Governor Trying to Outlaw Abortion Cares About Bodily Autonomy for [Checks Notes] Anti-Vaxxers

Texas Governor Gregg Abbott wants you to know you have “the right to control and secure your own body” — unless, that is, you’re seeking an abortion.

Speaking out against vaccine mandates, Abbott told Fox News host Sean Hannity on Friday night, “This is whether or not somebody is going to have something put into their body that they do not want put into their body. That’s more than freedom, that’s the right to control and secure your own body. And that’s exactly why we’re winning on this issue.”

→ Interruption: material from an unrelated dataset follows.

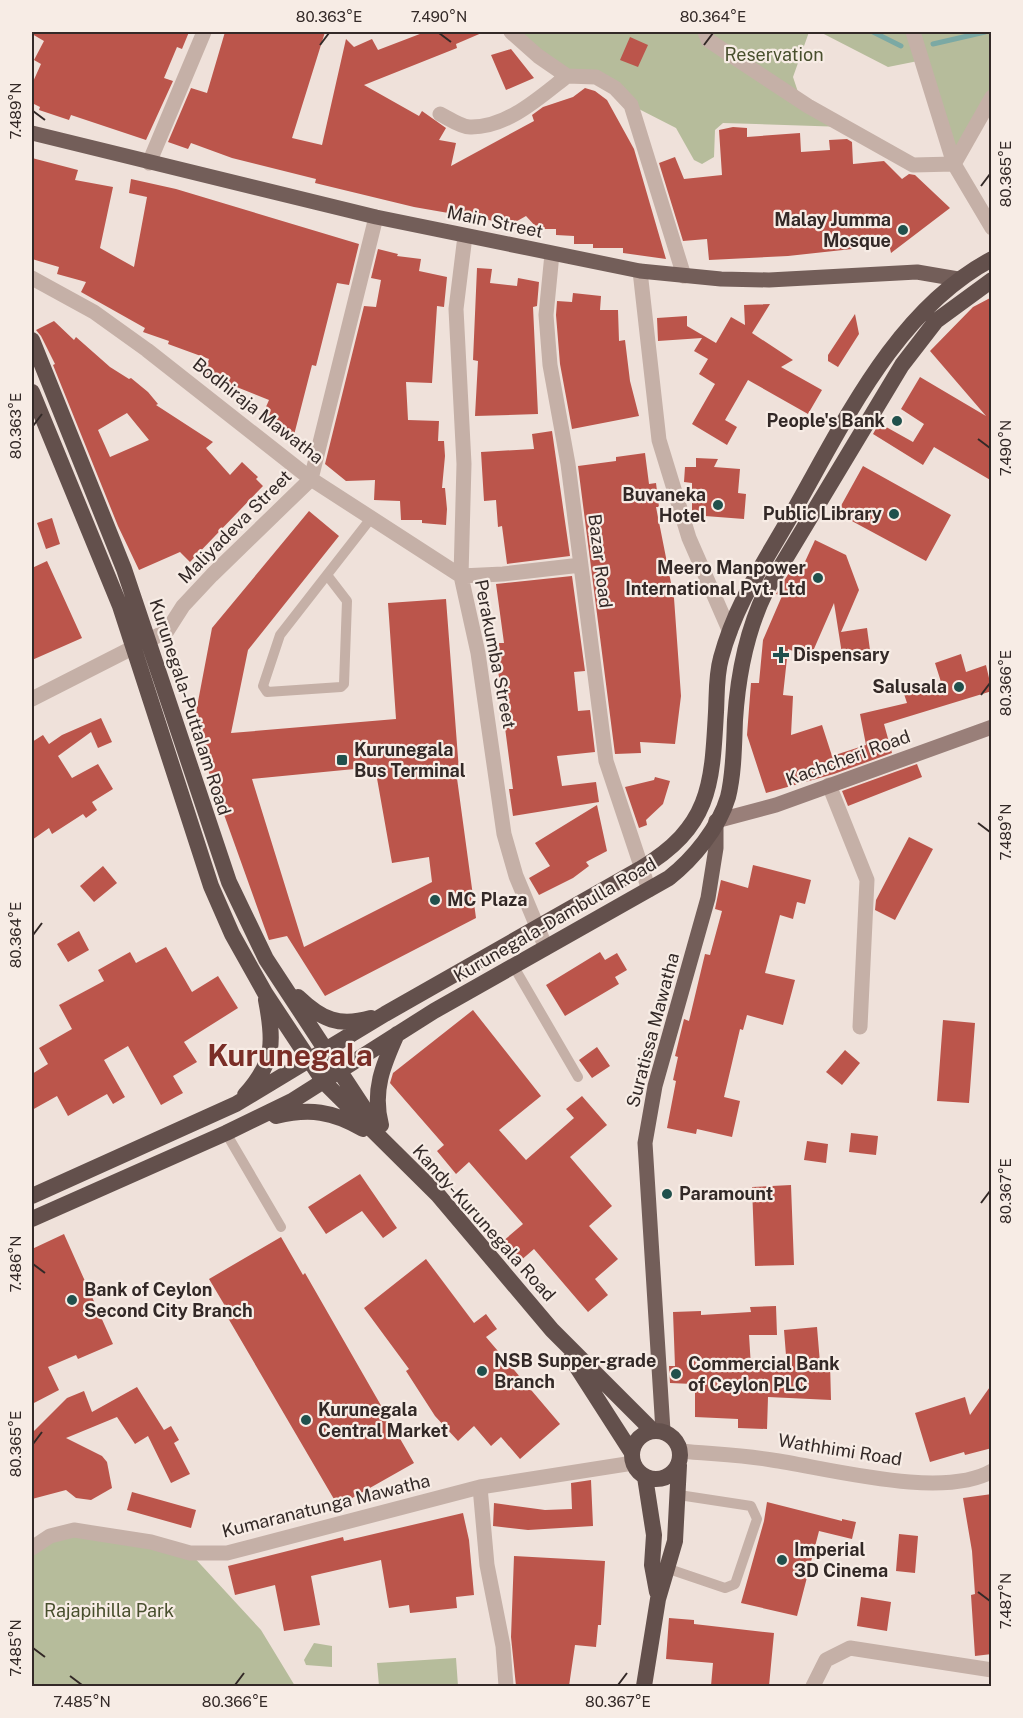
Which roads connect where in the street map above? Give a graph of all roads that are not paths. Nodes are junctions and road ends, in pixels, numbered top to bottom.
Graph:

Abbott signed the nation’s most restrictive abortion ban, S.B. 8, into law this year. The bill allows individuals to sue for up to $10,000 anyone who performs an abortion or helps someone get an abortion after six weeks gestation (before many even know they are pregnant), effectively limiting providers’ ability to give abortion care to their patients in the state. On Friday, the Supreme Court declined to rule on the law’s constitutionality but allowed the law to stand while providers sue the Texas attorney general, judges and health licensing officials. The United States is also suing the state of Texas over the law. But as Julie Murray, an attorney who works with Planned Parenthood, described the court’s decision to ABC News: “The threat of bounty-hunting suits will continue.”

Abbott has been as fervently anti-vaccine as he is anti-abortion. He put in place an order barring Texas employers from imposing a Covid-19 vaccine mandate on employees who qualify for a religious, personal or medical exemption, in response to Biden’s vaccine mandate for private employers. And he announced this week the creation of a hotline where employees in Texas can report “illegal” vaccine mandates to the state. Employees can also get an exemption by simply signing a form declaring they have “medical reasons, including prior recovery from Covid-19” or “reasons of personal conscience or religious belief” that prevent them from getting vaccinated. Many people seeking an abortion, however, will now likely have to leave the state to get one, and that’s only if they are able to afford to do that. The state’s attorney general has argued that’s a good thing.